▶ **Provided entries**
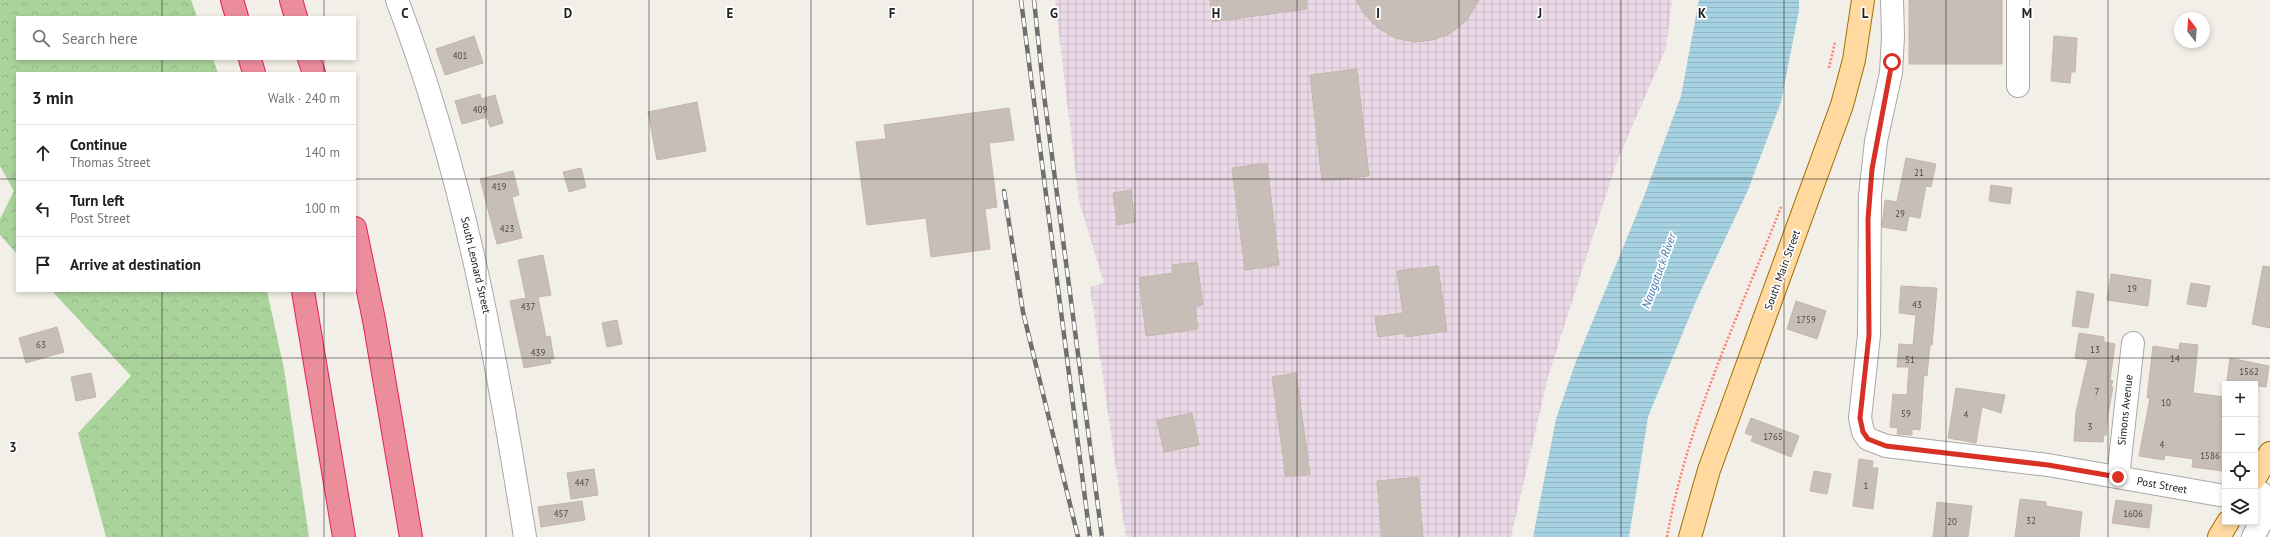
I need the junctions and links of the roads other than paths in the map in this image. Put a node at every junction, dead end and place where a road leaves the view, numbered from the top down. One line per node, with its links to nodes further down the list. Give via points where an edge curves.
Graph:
1 (232, 0): 7 (highway)
2 (291, 0): 8 (highway)
3 (397, 0): 27 (street, South Leonard Street, via 445,144 472,245 498,375)
4 (1863, 0): 28 (main road, South Main Street, via 1854,60 1842,105 1708,470)
5 (1892, 0): 19 (street, Post Street, via 1891,73 1876,141 1870,196 1869,335 1860,418 1865,435 1873,442 1886,446 2048,465)
6 (2018, 0): 13 (street)
7 (237, 16)
8 (296, 16)
9 (250, 60): 11 (highway)
10 (309, 60): 12 (highway)
11 (254, 72)
12 (314, 72)
13 (2018, 86)
14 (356, 233): 26 (highway, via 376,327)
15 (303, 292): 25 (highway)
16 (2133, 343): 19 (street, Simons Avenue)
17 (2270, 453): 18 (main road)
18 (2258, 473)
19 (2118, 477): 21 (street, Post Street)
20 (2258, 491): 22 (street)
21 (2222, 495)
22 (2270, 499)
23 (2270, 505): 30 (street)
24 (2226, 525): 29 (main road)
25 (344, 537)
26 (410, 537)
27 (525, 537)
28 (1690, 537)
29 (2219, 537)
30 (2253, 537)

▶ **Task item**
Transcribe each record exactly as it stands, setting aside any pictures.

▶ **Exercise answer**
I need the junctions and links of the roads other than paths in the map in this image. Put a node at every junction, dead end and place where a road leaves the view, numbered from the top down. One line per node, with its links to nodes further down the list. Give via points where an edge curves.
Graph:
1 (232, 0): 7 (highway)
2 (291, 0): 8 (highway)
3 (397, 0): 27 (street, South Leonard Street, via 445,144 472,245 498,375)
4 (1863, 0): 28 (main road, South Main Street, via 1854,60 1842,105 1708,470)
5 (1892, 0): 19 (street, Post Street, via 1891,73 1876,141 1870,196 1869,335 1860,418 1865,435 1873,442 1886,446 2048,465)
6 (2018, 0): 13 (street)
7 (237, 16)
8 (296, 16)
9 (250, 60): 11 (highway)
10 (309, 60): 12 (highway)
11 (254, 72)
12 (314, 72)
13 (2018, 86)
14 (356, 233): 26 (highway, via 376,327)
15 (303, 292): 25 (highway)
16 (2133, 343): 19 (street, Simons Avenue)
17 (2270, 453): 18 (main road)
18 (2258, 473)
19 (2118, 477): 21 (street, Post Street)
20 (2258, 491): 22 (street)
21 (2222, 495)
22 (2270, 499)
23 (2270, 505): 30 (street)
24 (2226, 525): 29 (main road)
25 (344, 537)
26 (410, 537)
27 (525, 537)
28 (1690, 537)
29 (2219, 537)
30 (2253, 537)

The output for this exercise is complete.